* **INSTRUCTIONS FOR THE TASK**: Search the listing for "paths" and copy every line where it appears.

━━━━━ PROVIDED MATERIAL

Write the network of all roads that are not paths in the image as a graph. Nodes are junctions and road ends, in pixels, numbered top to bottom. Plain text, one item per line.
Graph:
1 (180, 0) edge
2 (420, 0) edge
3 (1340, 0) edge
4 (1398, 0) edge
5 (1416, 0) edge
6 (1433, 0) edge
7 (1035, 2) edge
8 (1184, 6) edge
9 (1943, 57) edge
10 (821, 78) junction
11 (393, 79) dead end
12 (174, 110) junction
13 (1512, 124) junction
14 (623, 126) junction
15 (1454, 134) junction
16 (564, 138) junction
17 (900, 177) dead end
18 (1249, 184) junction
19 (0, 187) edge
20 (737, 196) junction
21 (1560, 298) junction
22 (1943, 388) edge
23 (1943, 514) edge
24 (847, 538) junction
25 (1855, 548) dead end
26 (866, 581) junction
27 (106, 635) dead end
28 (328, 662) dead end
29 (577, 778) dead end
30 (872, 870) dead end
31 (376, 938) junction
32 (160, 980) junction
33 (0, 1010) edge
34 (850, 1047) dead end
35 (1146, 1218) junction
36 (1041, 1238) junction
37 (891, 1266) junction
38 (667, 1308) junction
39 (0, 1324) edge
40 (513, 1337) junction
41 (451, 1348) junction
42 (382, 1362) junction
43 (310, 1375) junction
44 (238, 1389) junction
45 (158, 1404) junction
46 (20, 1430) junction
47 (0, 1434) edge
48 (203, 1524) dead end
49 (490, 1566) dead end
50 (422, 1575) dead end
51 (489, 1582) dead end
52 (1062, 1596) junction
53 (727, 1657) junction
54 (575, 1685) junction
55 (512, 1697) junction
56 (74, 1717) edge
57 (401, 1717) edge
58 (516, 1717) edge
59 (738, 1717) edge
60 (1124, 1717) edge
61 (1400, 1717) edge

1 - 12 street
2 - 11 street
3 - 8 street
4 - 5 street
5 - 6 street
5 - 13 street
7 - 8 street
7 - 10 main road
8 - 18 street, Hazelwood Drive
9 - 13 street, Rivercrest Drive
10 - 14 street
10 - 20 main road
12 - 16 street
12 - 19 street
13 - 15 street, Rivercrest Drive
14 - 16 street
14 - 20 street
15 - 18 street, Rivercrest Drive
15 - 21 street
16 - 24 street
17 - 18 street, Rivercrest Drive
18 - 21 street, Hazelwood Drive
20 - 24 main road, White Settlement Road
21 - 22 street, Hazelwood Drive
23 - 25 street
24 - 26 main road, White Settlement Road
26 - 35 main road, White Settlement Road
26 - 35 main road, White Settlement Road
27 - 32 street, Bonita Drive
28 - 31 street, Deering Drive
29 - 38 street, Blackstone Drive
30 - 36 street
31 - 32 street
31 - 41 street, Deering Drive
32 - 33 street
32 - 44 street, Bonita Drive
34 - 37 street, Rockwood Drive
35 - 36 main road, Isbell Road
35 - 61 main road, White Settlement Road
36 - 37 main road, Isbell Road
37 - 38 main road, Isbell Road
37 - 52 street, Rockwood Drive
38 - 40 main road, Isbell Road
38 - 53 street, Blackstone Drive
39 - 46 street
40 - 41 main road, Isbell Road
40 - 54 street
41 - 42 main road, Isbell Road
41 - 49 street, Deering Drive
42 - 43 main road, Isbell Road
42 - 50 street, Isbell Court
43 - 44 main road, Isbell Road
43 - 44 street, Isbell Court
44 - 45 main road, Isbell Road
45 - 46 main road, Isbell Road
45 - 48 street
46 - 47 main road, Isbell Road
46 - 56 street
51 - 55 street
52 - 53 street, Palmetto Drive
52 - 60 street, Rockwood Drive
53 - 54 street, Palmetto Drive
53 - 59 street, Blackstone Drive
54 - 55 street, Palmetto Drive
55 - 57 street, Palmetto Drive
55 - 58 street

━━━━━━━━━━
━━━━━ PROVIDED MATERIAL

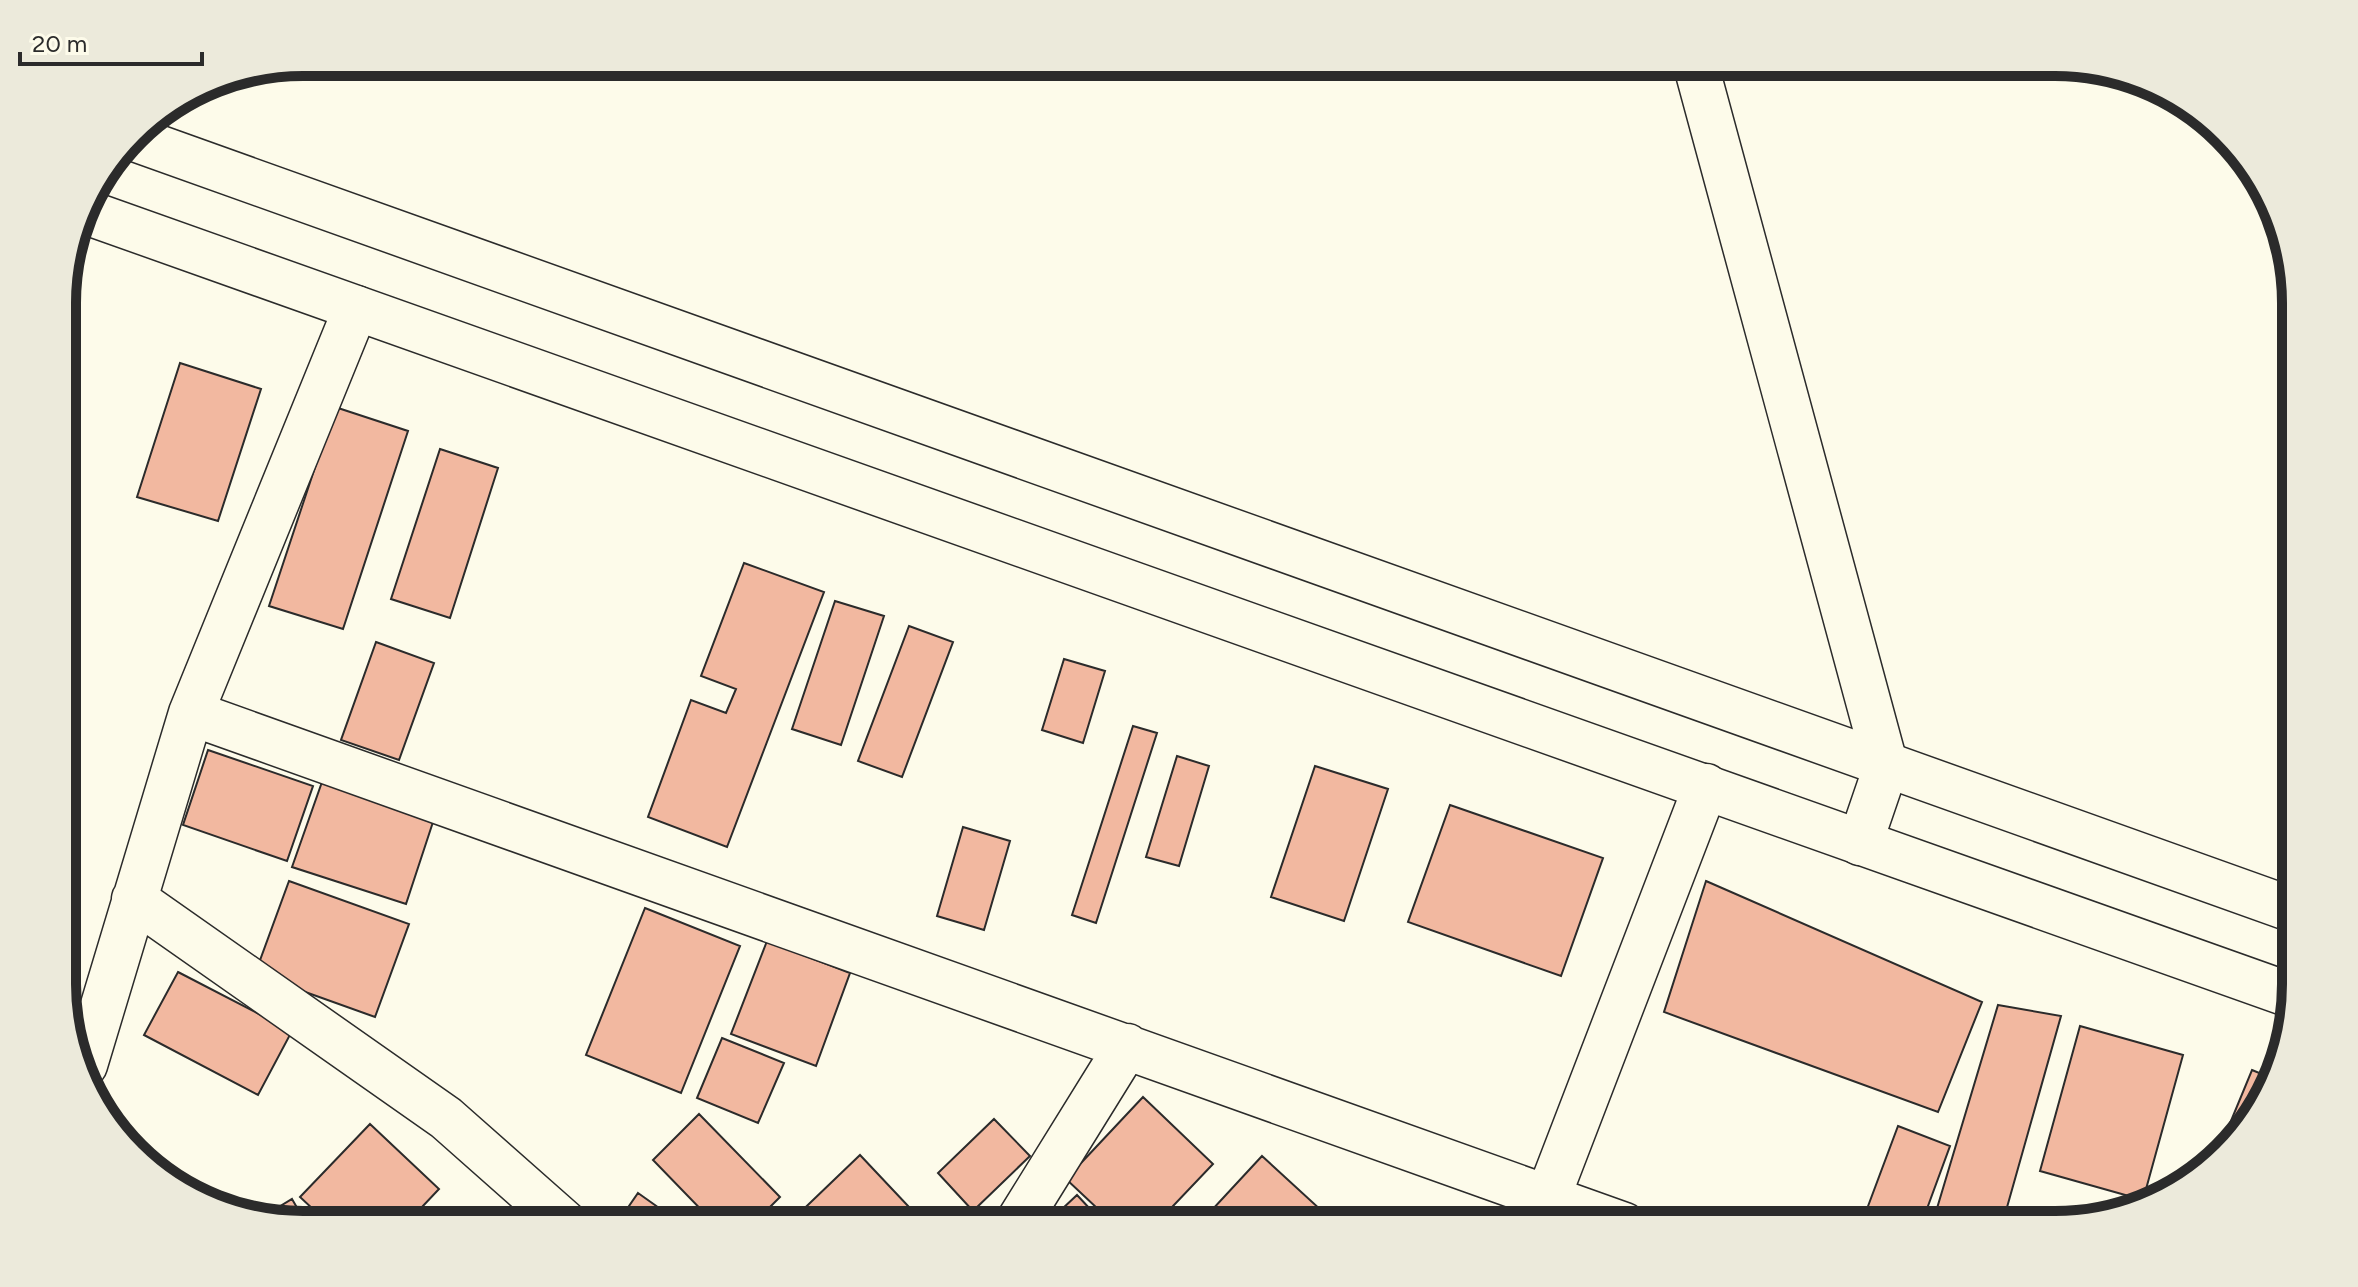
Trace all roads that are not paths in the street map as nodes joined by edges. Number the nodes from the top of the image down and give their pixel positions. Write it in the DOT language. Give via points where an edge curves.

━━━━━━━━━━

* **WRITTEN ANSWER**:
Write the network of all roads that are not paths in the image as a graph. Nodes are junctions and road ends, in pixels, numbered top to bottom. Plain text, one item per line.
Trace all roads that are not paths in the street map as nodes joined by edges. Number the nodes from the top of the image down and give their pixel positions. Write it in the DOT language. Give via points where an edge curves.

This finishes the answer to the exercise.